—¡Pues, toma, dala ya! —exclamó Luisa fuera de sí, y levantando el brazo hundió rápidamente el cuchillo en el pecho de la infeliz Petrita.

Esta dio un grito y echó a andar tambaleándose, con las manos en la herida, en dirección a los cenadores; pero a los pocos pasos le faltaron las fuerzas y cayó a la larga.

Luisa, aterrada, huyó por la puerta trasera del comedor.

Al grito de Petrita, dos hombres acudieron.

—¡Socorro, socorro! ¡Aquí hay una mujer herida!

Todos se acercaron.

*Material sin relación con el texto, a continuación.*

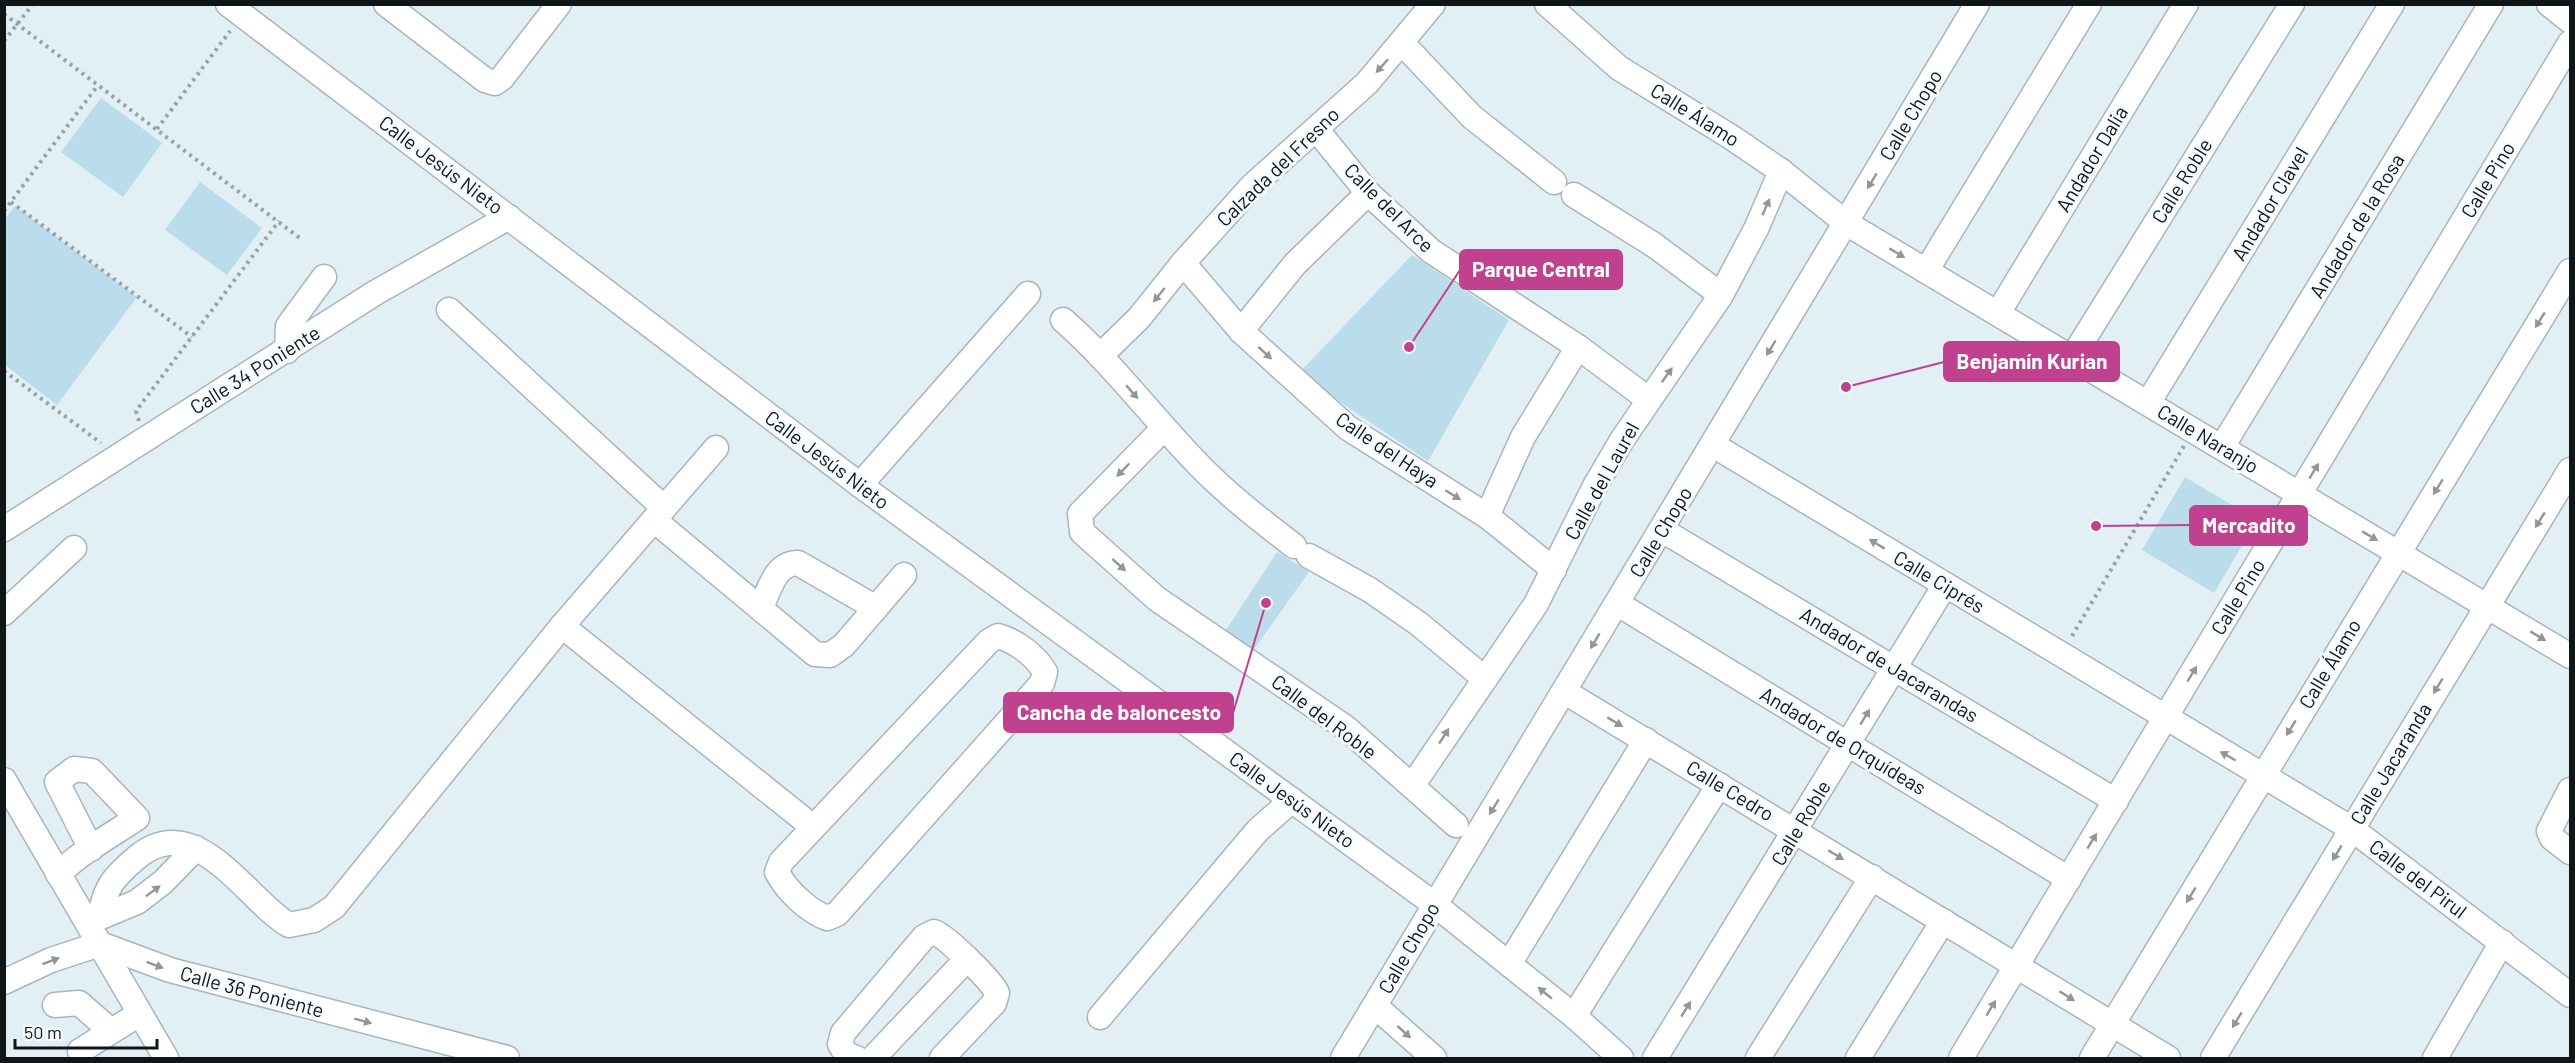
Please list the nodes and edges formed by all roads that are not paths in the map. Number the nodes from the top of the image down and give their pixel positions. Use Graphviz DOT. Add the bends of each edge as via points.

Manolo, loco de dolor, cayó ante ella de rodillas.

—¡Petrita, Petrita de mi alma! —gritaba llorando, besándola apasionadamente, tratando de restañar la sangre que a borbotones enrojecía la blusa de batista.

—¡Un coche, un coche! —gritaron varias personas al mismo tiempo—. Es preciso llevar a esta mujer a la Casa de Socorro.

Gaitán se aproximó.

—Es inútil —dijo fríamente después de reconocerla, sin preocuparse de que ella podía oírle—. No dura diez minutos. ¡Oh, la puñalada iba bien dirigida!